Quant à la situation morale de Lope, les traits de cette pièce qui l’indiquent, si vagues et rapides qu’ils soient, méritent néanmoins d’être notés. « Accompagné de toi seul, dit-il à Conde, et banni d’auprès de Philis, je ne songeais plus qu’à changer de ciel et de climat, et, l’arquebuse sur l’épaule, je traversais la plage lusitaine, lançant dans l’air les vers composés pour Philis, et pour lors employés à charger le canon meurtrier. »

Il est impossible d’attacher un sens à ces vers, si l’on n’admet pas que Lope, avant de s’embarquer avec l’Armada, avait contracté de nouvelles amours, moins tenaces toutefois que les premières.

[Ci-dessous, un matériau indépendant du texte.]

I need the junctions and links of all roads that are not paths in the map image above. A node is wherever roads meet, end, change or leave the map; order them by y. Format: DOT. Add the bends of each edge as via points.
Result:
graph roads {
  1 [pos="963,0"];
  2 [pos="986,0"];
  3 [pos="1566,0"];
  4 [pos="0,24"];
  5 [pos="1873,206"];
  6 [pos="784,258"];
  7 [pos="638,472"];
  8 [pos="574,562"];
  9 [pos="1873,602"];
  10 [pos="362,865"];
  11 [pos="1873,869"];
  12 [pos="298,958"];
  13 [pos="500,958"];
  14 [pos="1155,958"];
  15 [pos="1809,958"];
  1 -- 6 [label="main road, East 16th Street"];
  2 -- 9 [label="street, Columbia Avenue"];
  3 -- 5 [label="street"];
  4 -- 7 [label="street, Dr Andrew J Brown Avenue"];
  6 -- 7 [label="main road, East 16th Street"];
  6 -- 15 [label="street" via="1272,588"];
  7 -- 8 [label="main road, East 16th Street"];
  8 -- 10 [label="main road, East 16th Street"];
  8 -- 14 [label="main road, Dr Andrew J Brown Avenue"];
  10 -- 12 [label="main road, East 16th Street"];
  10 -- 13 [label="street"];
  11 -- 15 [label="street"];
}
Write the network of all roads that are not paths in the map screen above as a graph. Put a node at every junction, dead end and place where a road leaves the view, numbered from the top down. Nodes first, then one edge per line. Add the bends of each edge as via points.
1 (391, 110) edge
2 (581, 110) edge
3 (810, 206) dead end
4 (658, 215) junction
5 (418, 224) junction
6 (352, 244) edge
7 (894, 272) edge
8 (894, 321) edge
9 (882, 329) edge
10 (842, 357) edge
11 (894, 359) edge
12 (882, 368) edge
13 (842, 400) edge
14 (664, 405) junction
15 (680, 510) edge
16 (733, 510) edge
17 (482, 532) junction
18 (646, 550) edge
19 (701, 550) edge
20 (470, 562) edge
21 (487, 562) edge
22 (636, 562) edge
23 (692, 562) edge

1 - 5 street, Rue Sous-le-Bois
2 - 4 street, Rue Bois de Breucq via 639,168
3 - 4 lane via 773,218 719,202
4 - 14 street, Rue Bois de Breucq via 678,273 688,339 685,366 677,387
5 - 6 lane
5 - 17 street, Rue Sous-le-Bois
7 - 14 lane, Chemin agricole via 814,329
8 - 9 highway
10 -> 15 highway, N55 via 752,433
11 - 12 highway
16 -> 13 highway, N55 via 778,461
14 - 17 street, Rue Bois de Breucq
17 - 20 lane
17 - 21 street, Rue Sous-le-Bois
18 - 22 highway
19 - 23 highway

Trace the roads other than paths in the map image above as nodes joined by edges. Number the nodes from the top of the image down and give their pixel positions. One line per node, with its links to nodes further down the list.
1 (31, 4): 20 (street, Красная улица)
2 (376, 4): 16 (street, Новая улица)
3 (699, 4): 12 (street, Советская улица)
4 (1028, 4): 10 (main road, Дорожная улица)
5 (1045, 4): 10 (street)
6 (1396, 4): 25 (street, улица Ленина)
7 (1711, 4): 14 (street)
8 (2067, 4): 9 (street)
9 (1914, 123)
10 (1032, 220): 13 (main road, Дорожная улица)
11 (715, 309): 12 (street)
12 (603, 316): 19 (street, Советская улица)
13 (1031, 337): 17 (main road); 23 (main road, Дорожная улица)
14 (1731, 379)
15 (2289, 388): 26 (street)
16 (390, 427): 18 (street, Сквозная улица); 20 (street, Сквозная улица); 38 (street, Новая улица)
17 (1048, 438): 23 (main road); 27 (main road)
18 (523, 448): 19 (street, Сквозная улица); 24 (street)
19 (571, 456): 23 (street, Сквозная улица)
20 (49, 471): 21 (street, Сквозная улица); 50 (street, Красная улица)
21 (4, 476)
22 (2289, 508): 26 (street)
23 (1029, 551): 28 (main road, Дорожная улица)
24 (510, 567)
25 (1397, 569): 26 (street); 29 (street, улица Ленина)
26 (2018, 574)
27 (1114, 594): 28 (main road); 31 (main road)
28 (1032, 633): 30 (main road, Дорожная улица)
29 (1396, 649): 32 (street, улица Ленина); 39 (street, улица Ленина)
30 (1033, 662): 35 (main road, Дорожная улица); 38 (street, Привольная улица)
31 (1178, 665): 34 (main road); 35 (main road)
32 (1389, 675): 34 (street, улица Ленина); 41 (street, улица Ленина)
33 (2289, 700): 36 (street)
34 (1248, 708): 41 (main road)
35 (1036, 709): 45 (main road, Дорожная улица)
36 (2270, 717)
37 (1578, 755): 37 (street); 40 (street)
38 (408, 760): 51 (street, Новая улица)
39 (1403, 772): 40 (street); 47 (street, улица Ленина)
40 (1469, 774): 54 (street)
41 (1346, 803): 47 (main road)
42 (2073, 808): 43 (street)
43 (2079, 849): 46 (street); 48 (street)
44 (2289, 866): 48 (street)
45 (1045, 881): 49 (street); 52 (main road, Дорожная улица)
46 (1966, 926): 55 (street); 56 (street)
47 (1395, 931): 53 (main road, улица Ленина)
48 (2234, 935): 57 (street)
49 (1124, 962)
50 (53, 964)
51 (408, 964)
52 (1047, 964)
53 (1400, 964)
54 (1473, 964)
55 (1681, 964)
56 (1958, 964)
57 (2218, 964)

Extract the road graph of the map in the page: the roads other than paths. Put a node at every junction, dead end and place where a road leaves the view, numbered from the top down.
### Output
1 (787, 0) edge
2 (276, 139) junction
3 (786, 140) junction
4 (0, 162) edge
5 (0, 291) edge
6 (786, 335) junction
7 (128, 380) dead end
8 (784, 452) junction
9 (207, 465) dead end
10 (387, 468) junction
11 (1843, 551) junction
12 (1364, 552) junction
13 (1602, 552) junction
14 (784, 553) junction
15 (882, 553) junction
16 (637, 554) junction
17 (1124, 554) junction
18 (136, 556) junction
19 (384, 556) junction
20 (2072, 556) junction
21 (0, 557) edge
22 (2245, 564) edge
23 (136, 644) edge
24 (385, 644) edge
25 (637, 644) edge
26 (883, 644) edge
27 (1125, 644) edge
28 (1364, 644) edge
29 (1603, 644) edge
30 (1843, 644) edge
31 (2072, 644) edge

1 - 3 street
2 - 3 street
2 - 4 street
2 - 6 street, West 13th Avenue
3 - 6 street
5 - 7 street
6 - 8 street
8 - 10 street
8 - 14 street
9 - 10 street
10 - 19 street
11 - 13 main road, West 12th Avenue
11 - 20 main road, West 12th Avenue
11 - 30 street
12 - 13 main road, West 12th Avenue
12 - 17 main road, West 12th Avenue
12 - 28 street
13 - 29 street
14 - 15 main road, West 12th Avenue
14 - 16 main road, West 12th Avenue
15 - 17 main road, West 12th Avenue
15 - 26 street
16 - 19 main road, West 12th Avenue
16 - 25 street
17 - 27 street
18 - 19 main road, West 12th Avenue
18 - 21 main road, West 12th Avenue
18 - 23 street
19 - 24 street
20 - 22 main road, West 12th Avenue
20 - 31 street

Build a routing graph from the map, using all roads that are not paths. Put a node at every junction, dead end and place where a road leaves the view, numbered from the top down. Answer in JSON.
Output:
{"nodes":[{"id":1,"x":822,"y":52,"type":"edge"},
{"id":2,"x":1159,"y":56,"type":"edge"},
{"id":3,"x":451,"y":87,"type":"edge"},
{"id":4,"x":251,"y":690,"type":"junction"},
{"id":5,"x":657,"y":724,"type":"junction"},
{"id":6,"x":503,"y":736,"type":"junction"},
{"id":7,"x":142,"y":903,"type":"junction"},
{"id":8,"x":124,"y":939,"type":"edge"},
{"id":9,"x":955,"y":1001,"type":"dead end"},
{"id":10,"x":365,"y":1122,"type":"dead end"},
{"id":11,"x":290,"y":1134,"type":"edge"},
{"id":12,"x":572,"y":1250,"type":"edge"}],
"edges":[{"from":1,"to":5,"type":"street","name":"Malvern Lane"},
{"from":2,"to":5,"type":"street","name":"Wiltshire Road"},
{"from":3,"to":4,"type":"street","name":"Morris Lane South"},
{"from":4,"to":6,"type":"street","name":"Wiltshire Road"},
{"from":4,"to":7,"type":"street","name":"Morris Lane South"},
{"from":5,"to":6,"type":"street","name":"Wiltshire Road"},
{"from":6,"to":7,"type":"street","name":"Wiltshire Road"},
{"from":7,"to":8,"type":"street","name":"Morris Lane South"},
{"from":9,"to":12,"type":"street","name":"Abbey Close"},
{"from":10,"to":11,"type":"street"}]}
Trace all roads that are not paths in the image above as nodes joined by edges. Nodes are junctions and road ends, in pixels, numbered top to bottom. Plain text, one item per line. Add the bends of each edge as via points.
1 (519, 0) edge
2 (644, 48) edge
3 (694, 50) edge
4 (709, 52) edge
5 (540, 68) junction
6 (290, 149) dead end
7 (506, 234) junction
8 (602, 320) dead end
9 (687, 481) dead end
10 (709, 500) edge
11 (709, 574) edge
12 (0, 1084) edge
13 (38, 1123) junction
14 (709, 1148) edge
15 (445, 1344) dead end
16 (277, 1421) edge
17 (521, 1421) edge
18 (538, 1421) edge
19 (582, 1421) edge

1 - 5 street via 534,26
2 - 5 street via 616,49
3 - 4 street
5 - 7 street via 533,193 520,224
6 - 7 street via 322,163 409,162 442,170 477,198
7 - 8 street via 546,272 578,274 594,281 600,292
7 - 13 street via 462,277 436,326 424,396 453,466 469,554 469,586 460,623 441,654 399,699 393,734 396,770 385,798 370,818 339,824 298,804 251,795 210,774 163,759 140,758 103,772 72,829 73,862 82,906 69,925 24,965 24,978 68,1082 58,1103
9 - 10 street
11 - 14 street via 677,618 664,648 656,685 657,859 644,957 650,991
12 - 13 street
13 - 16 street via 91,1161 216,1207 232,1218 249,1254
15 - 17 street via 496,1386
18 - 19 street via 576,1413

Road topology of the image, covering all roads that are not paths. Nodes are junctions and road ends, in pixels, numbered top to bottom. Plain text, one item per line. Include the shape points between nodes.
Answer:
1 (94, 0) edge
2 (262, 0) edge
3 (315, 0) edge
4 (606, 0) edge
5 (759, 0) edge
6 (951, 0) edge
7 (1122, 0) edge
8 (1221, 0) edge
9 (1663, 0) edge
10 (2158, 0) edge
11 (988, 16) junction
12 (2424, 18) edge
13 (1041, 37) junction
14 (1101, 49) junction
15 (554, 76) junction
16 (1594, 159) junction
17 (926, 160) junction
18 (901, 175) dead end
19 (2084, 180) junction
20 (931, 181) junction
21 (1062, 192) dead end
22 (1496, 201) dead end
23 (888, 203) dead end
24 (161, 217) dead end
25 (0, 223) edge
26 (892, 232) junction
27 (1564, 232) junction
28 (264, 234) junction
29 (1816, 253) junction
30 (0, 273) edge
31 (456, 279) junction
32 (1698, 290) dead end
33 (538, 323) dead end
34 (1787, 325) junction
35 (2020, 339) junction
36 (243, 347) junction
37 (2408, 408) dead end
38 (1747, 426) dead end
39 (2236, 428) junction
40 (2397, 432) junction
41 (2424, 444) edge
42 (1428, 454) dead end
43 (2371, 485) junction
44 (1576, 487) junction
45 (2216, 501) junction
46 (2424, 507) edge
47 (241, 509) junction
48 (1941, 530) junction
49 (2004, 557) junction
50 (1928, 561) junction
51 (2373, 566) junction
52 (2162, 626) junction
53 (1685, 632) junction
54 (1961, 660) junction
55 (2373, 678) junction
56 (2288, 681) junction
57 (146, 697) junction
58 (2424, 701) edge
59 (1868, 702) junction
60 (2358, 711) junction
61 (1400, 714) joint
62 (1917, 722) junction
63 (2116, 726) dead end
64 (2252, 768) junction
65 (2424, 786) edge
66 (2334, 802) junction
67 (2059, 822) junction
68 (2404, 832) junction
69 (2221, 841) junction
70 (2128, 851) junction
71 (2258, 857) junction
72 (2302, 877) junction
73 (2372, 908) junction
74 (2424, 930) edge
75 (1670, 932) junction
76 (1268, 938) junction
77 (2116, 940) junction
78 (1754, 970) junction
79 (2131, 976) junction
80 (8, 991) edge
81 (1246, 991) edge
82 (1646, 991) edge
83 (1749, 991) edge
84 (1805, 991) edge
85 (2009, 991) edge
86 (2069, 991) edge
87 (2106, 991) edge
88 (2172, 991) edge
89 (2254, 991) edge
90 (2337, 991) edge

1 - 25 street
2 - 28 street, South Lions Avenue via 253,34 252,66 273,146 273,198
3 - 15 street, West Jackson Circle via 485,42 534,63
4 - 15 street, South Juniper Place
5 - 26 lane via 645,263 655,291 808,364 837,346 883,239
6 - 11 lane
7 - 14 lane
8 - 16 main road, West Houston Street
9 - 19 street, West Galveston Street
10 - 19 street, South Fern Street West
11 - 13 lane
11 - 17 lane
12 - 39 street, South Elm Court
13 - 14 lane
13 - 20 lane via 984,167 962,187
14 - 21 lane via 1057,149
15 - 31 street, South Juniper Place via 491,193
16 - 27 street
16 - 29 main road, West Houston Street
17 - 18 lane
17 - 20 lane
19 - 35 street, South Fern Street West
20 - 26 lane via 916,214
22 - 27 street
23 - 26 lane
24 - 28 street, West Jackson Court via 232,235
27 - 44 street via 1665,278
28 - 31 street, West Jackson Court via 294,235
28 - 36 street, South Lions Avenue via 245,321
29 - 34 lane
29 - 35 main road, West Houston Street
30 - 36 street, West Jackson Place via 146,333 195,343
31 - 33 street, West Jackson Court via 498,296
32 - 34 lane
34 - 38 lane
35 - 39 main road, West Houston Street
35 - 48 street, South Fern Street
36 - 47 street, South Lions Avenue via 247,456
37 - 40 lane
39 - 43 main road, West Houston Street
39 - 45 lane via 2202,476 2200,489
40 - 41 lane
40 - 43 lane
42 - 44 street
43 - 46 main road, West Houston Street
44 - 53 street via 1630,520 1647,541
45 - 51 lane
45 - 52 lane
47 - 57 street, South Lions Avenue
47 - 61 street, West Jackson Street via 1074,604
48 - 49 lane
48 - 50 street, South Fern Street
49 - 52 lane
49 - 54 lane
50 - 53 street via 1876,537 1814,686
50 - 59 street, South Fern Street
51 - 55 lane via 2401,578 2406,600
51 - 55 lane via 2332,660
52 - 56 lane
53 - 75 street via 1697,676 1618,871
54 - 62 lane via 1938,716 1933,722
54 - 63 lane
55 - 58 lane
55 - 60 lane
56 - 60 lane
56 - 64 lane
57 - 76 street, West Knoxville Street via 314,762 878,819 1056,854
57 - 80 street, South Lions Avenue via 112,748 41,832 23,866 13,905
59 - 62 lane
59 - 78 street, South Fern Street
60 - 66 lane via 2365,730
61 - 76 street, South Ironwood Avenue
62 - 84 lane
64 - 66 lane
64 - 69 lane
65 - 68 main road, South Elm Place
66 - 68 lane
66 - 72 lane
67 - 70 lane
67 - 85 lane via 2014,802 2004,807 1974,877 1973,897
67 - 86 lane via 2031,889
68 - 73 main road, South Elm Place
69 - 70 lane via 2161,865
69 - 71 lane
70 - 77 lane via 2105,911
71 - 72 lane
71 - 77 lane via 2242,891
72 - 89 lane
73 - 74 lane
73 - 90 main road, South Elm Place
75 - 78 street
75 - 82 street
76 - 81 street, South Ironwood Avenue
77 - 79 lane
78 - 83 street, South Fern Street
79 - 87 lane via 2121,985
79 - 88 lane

Heureusement pour ce pauvre Lope, toutes les femmes n’étaient pas des syrènes comme Dorothée.

Lope, parti avec l’Armada, eut d’abord un sujet de joie des plus vifs ; il rencontra son frère aîné, qu’il avait perdu de vue depuis bien des années, et le trouva occupant le grade d’alforez. Mais sa joie fut de courte durée ; à peine retrouvé, ce frère fut tué presque en ses bras, dans un engagement fortuit qui eut lieu entre un détachement de la flotte espagnole et quelques vaisseaux hollandais. Ce n’est pas lui qui raconte ce trait, c’est Montalvan. Lope nous aurait probablement appris le nom de son frère, Montalvan n’y a pas songé.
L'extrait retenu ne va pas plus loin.